Try it
Transcribe all of the data exactly. Omit the pictures.

Collected data entries
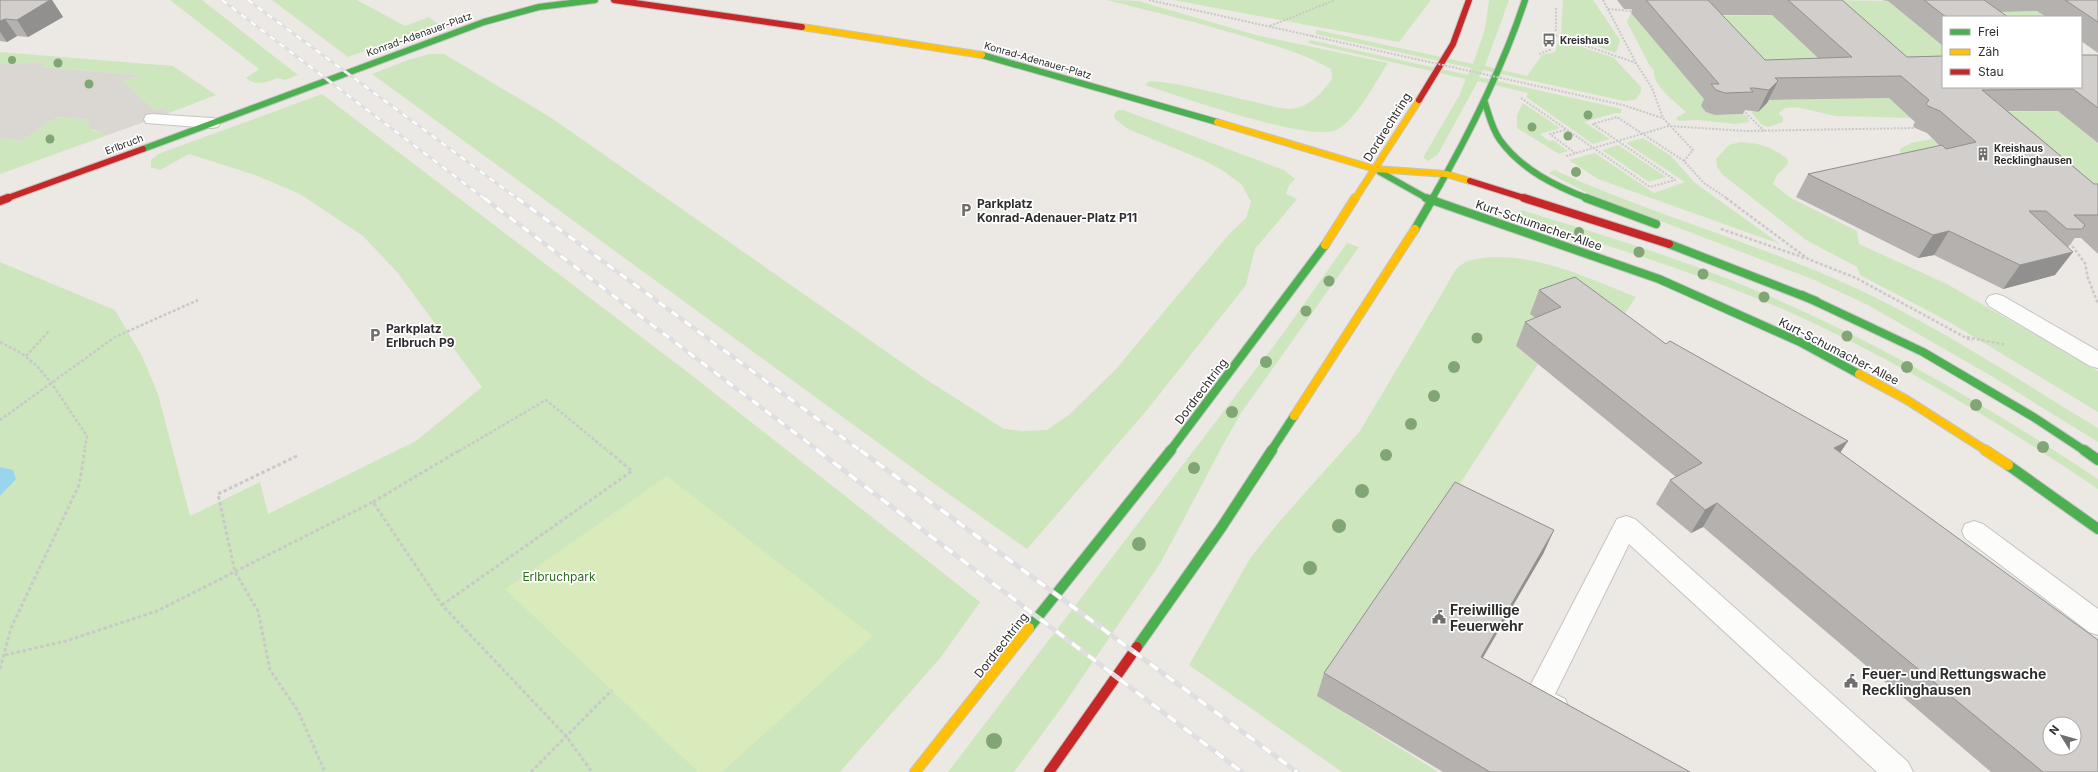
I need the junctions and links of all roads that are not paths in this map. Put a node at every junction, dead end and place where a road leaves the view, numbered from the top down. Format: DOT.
graph roads {
  1 [pos="595,0"];
  2 [pos="614,0"];
  3 [pos="1469,0"];
  4 [pos="1525,0"];
  5 [pos="1485,103"];
  6 [pos="255,107"];
  7 [pos="152,118"];
  8 [pos="212,123"];
  9 [pos="1375,169"];
  10 [pos="1446,174"];
  11 [pos="0,201"];
  12 [pos="1431,201"];
  13 [pos="1666,229"];
  14 [pos="1702,246"];
  15 [pos="1816,301"];
  16 [pos="1996,301"];
  17 [pos="2098,360"];
  18 [pos="2098,460"];
  19 [pos="2098,529"];
  20 [pos="1974,531"];
  21 [pos="2098,624"];
  22 [pos="1573,718"];
  23 [pos="915,772"];
  24 [pos="1049,772"];
  25 [pos="1898,772"];
  1 -- 6 [label="main road, Konrad-Adenauer-Platz"];
  2 -- 9 [label="main road, Konrad-Adenauer-Platz"];
  3 -- 9 [label="main road, Dordrechtring"];
  4 -- 5 [label="main road"];
  5 -- 10 [label="main road"];
  5 -- 13 [label="main road"];
  6 -- 8 [label="main road, Erlbruch"];
  7 -- 8 [label="lane"];
  8 -- 11 [label="main road, Erlbruch"];
  9 -- 10 [label="main road, Kurt-Schumacher-Allee"];
  9 -- 12 [label="main road, Kurt-Schumacher-Allee"];
  9 -- 23 [label="main road, Dordrechtring"];
  10 -- 12 [label="main road"];
  10 -- 15 [label="main road, Kurt-Schumacher-Allee"];
  12 -- 19 [label="main road, Kurt-Schumacher-Allee"];
  12 -- 24 [label="main road"];
  14 -- 15 [label="main road, Kurt-Schumacher-Allee"];
  15 -- 18 [label="main road, Kurt-Schumacher-Allee"];
  16 -- 17 [label="lane"];
  20 -- 21 [label="lane"];
  22 -- 25 [label="lane"];
}
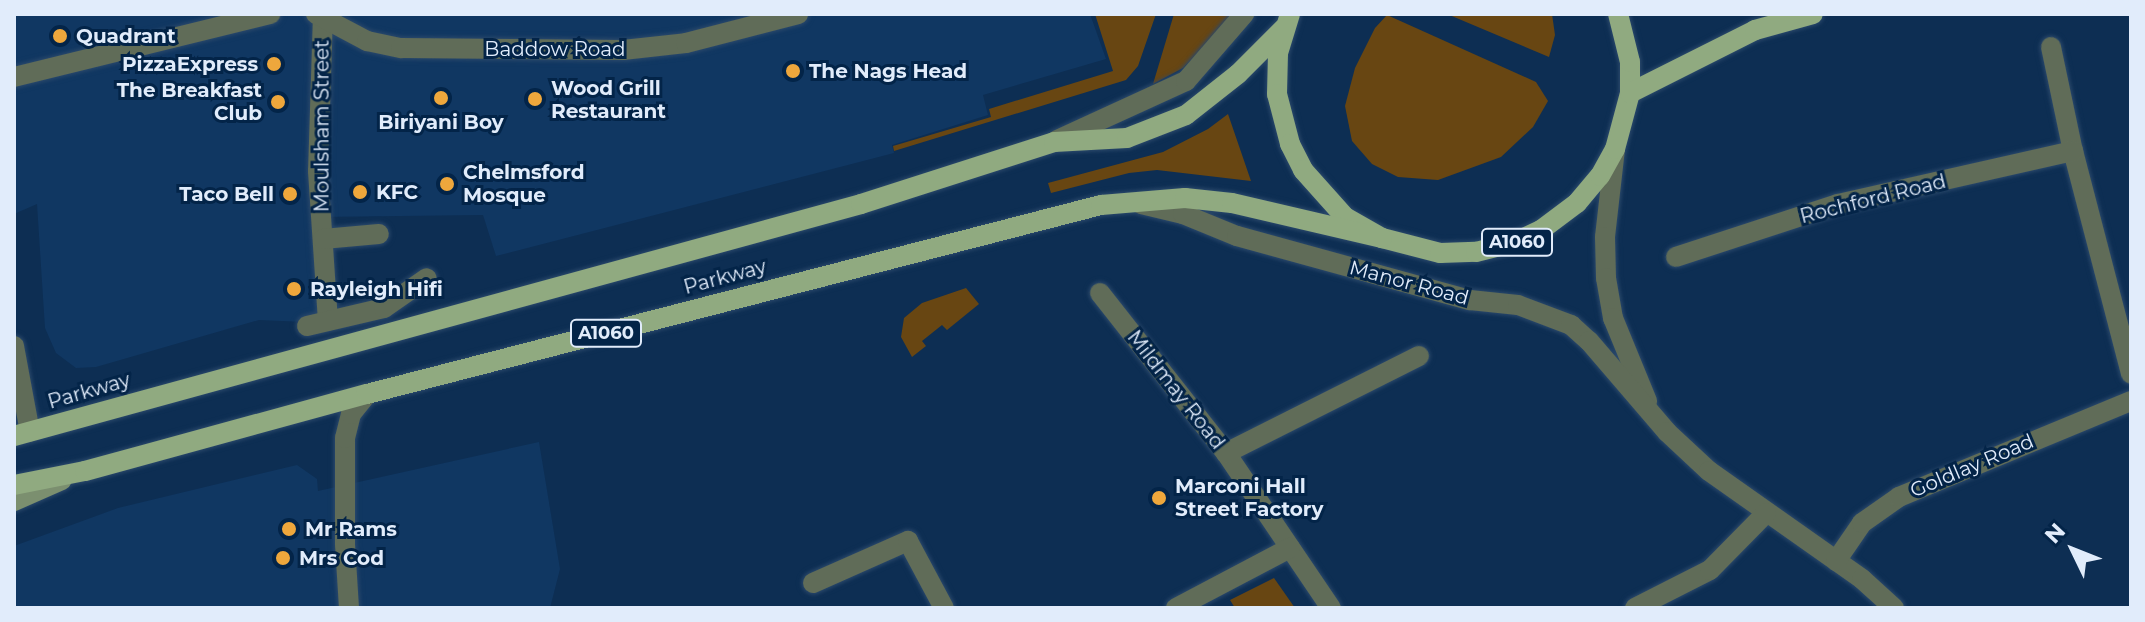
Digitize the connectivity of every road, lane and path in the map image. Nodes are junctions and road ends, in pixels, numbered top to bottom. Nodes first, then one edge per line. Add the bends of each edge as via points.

Exercise answer
I need the junctions and links of all roads that are not paths in this map. Put a node at every junction, dead end and place where a road leaves the view, numbered from the top down. Format: DOT.
graph roads {
  1 [pos="595,0"];
  2 [pos="614,0"];
  3 [pos="1469,0"];
  4 [pos="1525,0"];
  5 [pos="1485,103"];
  6 [pos="255,107"];
  7 [pos="152,118"];
  8 [pos="212,123"];
  9 [pos="1375,169"];
  10 [pos="1446,174"];
  11 [pos="0,201"];
  12 [pos="1431,201"];
  13 [pos="1666,229"];
  14 [pos="1702,246"];
  15 [pos="1816,301"];
  16 [pos="1996,301"];
  17 [pos="2098,360"];
  18 [pos="2098,460"];
  19 [pos="2098,529"];
  20 [pos="1974,531"];
  21 [pos="2098,624"];
  22 [pos="1573,718"];
  23 [pos="915,772"];
  24 [pos="1049,772"];
  25 [pos="1898,772"];
  1 -- 6 [label="main road, Konrad-Adenauer-Platz"];
  2 -- 9 [label="main road, Konrad-Adenauer-Platz"];
  3 -- 9 [label="main road, Dordrechtring"];
  4 -- 5 [label="main road"];
  5 -- 10 [label="main road"];
  5 -- 13 [label="main road"];
  6 -- 8 [label="main road, Erlbruch"];
  7 -- 8 [label="lane"];
  8 -- 11 [label="main road, Erlbruch"];
  9 -- 10 [label="main road, Kurt-Schumacher-Allee"];
  9 -- 12 [label="main road, Kurt-Schumacher-Allee"];
  9 -- 23 [label="main road, Dordrechtring"];
  10 -- 12 [label="main road"];
  10 -- 15 [label="main road, Kurt-Schumacher-Allee"];
  12 -- 19 [label="main road, Kurt-Schumacher-Allee"];
  12 -- 24 [label="main road"];
  14 -- 15 [label="main road, Kurt-Schumacher-Allee"];
  15 -- 18 [label="main road, Kurt-Schumacher-Allee"];
  16 -- 17 [label="lane"];
  20 -- 21 [label="lane"];
  22 -- 25 [label="lane"];
}
Digitize the connectivity of every road, lane and path in the map image. Nodes are junctions and road ends, in pixels, numbered top to bottom. Nodes first, then one edge per line. Add the bends of each edge as via points.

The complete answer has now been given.